Abstract 20476

Cardiac Myosin Heavy Chain Isoforms Are Acetylated at Lysine Residues, Resulting in Enhanced Enzymatic and Contractile Activities of the Myosin Motor.

Samant, Sadhana
Courson, David S
Sundaresan, Nagalingam
Pillai, Vinodkumar
Rock, Ronald S
Shroff, Sanjeev G
Gupta, Mahesh P

Univ Chicago, Chicago, IL; Univ of Pittsburg, Pittsburgh, PA; Univ Chicago, Chicago, IL

Author Disclosures: S. Samant: None. D.S. Courson: None. N. Sundaresan: None. V. Pillai: None. R.S. Rock: None. S.G. Shroff: None. M.P. Gupta: None.

Circulation 122(21_MeetingAbstracts), November 23, 2010.

Background: Reversible lysine-acetylation of proteins is regulated by histone acetyl transferases and deacetylases (HDACs). Previous studies from this laboratory have shown that a class-II HDAC, HDAC4 is associated with cardiac sarcomeres, and that HDAC-inhibitors enhance the contractile activity of myofilaments. Since, HDAC4 has little or no deacetylase activity of its own, this study was undertaken to examine the presence of other HDACs on cardiac sarcomeres.

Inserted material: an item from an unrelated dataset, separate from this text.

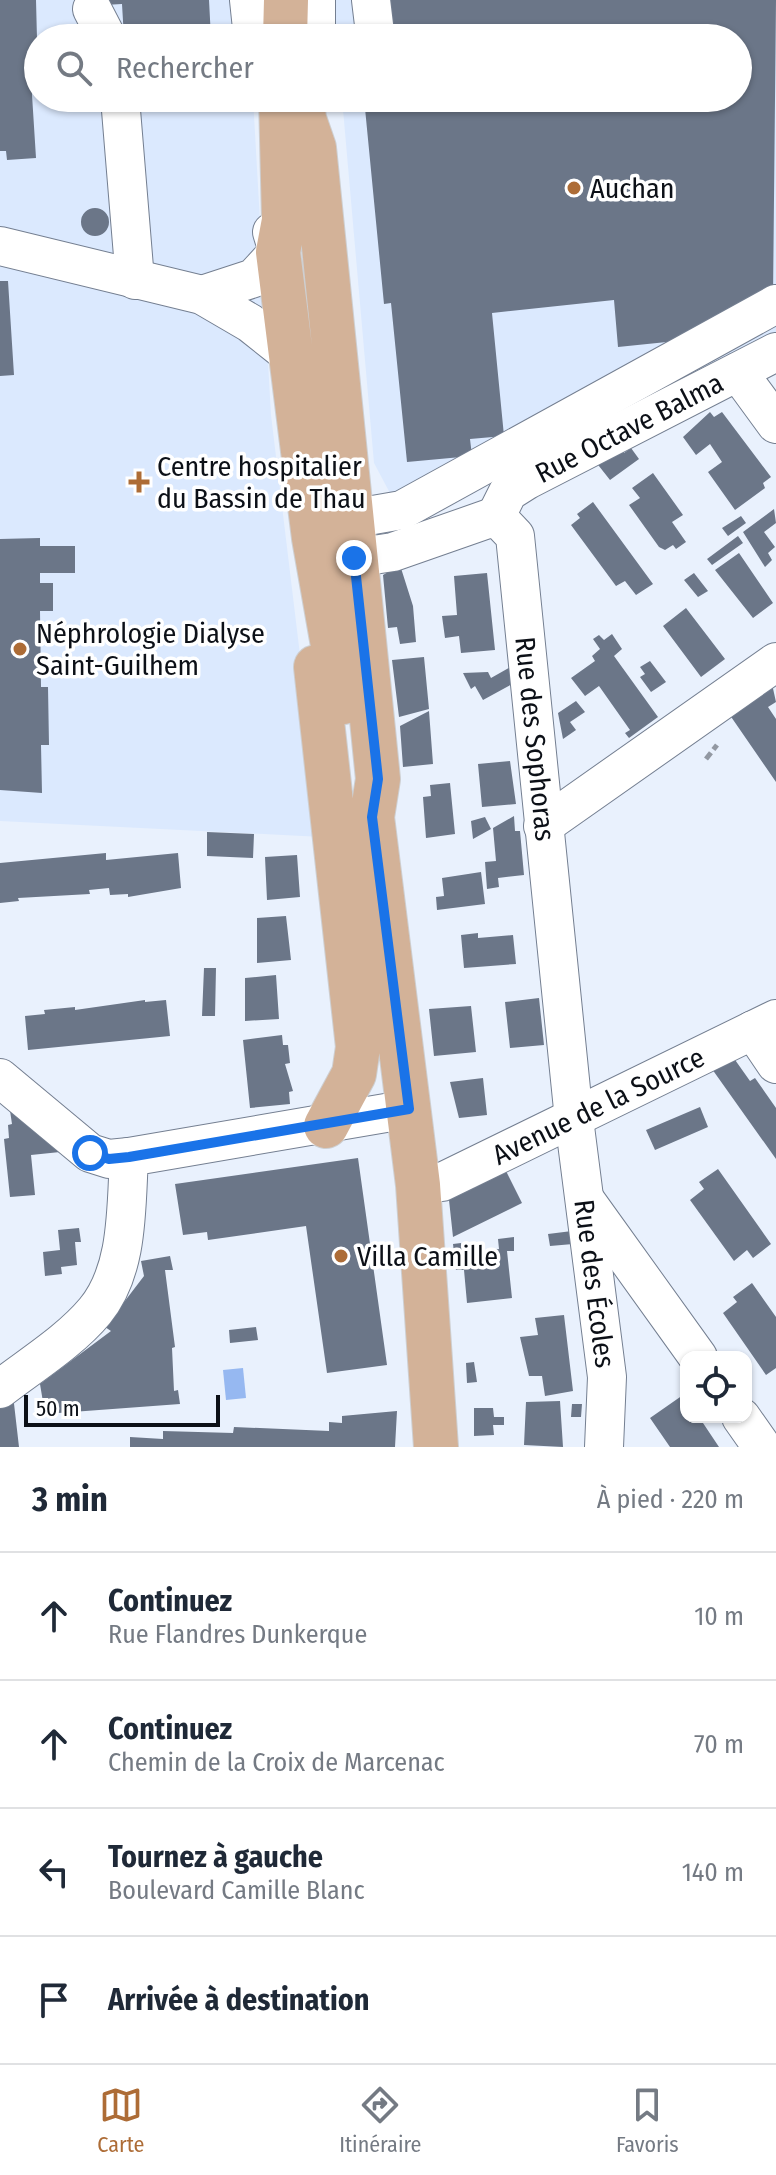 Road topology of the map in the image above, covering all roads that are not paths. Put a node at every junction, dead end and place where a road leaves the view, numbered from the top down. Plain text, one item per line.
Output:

Methods and Results: We prepared skinned papillary muscle fibers of the mouse heart and subjected them to western analysis. Results showed that a class-I HDAC, HDAC3 was localized to cardiac sarcomeres. By immuno-histochemical and electron microscopic analyses we found that HDAC3 was localized to the A-band of cardiac sarcomeres. We therefore examined the reversible acetylation of the A-band protein, myosin heavy chains (MHCs). MHC isoforms were prepared from control and PTU-treated mice, and examined for acetylation by western analysis with use of an anti-acetyl-lysine antibody. Both α- and β-MHC isoforms were found to be acetylated. By in vitro acetylation assay we found that S1 fragment of MHC was acetylated and HDAC3 was capable of deacetylating it. We then performed bio-mechanical studies to understand the role of acetylation on the motor activity of MHCs. Results showed that acetylation increased the actin-activated ATPase activity of α- and β-MHC isoforms by 1.6 and 2.0 fold, respectively. By in vitro motility assay we found that acetylation increased the actin-sliding velocity of α-MHC by 20% and of β-MHC by 36%, compared to their respective non-acetylated counterparts. To test whether MHC acetylation was sensitive to cardiac stress, we examined MHC acetylation during development of isoproterenol-induced hypertrophy of the heart. MHC acetylation increased progressively with the duration of stress-stimuli, reaching maximum at 4th day of agonist-treatment, suggesting that this posttranslational modification could be an early response of the myofilaments to increase contractile performance of the heart.

Conclusions: These studies provide first evidence for the localization of HDAC3 on sarcomeres and uncover a novel mechanism regulating the motor activity of cardiac MHC isoforms.